**Dataset entries:**
Content starts

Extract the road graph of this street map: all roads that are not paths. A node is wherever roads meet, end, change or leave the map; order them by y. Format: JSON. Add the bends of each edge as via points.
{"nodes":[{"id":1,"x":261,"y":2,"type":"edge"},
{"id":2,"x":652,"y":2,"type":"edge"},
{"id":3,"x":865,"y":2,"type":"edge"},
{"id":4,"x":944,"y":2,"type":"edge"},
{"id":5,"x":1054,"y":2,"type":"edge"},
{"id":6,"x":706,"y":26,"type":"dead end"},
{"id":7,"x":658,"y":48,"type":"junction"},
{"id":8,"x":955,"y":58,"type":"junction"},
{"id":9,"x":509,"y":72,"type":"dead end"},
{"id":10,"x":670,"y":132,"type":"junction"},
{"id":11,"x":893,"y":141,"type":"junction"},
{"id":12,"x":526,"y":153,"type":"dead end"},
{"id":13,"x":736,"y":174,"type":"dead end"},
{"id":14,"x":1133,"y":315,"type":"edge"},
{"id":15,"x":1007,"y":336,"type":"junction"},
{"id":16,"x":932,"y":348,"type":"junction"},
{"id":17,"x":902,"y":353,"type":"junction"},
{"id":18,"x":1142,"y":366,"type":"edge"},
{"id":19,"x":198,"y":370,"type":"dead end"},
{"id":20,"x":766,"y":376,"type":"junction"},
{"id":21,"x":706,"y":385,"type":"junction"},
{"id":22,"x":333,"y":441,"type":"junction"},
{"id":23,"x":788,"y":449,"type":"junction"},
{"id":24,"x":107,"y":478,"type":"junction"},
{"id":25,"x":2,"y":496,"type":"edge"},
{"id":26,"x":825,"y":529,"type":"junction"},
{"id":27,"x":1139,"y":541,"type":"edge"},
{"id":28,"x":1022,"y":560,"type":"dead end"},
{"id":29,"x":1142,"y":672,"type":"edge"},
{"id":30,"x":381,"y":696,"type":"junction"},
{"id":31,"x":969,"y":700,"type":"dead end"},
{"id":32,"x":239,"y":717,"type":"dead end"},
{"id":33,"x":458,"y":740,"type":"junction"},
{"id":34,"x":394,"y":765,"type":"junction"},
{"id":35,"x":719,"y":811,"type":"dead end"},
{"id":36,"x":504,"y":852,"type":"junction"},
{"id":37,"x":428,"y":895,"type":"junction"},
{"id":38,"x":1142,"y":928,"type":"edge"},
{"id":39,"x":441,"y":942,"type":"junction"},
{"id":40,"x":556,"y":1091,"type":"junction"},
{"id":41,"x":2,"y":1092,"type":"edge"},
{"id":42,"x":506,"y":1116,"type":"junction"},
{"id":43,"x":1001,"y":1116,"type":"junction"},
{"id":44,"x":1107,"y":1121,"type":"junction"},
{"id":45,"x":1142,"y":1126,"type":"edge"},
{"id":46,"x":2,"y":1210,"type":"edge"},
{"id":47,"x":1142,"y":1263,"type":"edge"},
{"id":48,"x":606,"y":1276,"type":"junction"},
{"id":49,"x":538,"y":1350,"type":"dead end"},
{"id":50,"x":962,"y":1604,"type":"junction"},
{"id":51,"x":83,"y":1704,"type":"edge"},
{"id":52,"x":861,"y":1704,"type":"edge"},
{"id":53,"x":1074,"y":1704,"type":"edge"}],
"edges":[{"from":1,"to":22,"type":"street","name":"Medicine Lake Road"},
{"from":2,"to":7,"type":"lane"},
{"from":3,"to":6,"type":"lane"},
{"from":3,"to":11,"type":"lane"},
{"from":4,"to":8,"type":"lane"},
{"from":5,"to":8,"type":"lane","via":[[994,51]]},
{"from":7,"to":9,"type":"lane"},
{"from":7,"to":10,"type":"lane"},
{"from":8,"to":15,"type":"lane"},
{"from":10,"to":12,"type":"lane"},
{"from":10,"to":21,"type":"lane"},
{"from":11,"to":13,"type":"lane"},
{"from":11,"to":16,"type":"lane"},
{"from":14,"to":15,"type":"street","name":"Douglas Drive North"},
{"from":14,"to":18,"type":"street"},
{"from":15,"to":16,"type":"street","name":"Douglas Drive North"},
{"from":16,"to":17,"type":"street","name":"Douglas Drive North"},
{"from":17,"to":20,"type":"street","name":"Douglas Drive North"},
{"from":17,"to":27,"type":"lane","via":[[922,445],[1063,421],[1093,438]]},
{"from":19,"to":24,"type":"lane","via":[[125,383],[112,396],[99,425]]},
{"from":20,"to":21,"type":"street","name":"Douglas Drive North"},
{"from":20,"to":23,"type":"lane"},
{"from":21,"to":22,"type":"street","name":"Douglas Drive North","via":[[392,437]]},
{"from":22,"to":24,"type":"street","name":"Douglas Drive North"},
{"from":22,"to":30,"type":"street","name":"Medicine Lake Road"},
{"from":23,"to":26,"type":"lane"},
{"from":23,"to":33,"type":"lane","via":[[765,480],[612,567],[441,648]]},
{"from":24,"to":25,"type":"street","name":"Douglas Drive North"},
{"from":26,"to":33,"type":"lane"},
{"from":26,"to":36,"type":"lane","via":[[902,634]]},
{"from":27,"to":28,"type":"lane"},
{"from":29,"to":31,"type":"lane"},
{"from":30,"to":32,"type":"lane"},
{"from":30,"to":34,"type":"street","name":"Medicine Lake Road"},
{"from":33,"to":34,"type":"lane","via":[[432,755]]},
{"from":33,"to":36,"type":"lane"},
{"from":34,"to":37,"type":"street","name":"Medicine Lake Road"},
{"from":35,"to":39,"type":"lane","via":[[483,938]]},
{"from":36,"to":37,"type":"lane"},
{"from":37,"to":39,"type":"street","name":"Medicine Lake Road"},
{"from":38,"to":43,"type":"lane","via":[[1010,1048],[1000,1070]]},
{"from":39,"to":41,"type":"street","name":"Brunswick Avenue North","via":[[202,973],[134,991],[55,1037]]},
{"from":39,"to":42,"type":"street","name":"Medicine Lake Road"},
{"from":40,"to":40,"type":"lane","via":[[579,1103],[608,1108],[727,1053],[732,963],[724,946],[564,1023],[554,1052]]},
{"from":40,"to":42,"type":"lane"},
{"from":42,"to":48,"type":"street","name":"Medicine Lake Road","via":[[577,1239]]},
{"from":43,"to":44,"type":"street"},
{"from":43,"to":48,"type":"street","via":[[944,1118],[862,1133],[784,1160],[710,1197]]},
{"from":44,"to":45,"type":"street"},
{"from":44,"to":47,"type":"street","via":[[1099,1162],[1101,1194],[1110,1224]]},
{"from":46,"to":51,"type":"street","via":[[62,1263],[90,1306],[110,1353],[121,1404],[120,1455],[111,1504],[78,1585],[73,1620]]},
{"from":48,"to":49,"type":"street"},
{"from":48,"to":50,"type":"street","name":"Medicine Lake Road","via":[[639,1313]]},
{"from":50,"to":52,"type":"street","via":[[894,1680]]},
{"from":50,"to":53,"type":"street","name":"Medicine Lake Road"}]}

Content ends

Among the lines above, list those that contain the word "Drive".

{"from":14,"to":15,"type":"street","name":"Douglas Drive North"},
{"from":15,"to":16,"type":"street","name":"Douglas Drive North"},
{"from":16,"to":17,"type":"street","name":"Douglas Drive North"},
{"from":17,"to":20,"type":"street","name":"Douglas Drive North"},
{"from":20,"to":21,"type":"street","name":"Douglas Drive North"},
{"from":21,"to":22,"type":"street","name":"Douglas Drive North","via":[[392,437]]},
{"from":22,"to":24,"type":"street","name":"Douglas Drive North"},
{"from":24,"to":25,"type":"street","name":"Douglas Drive North"},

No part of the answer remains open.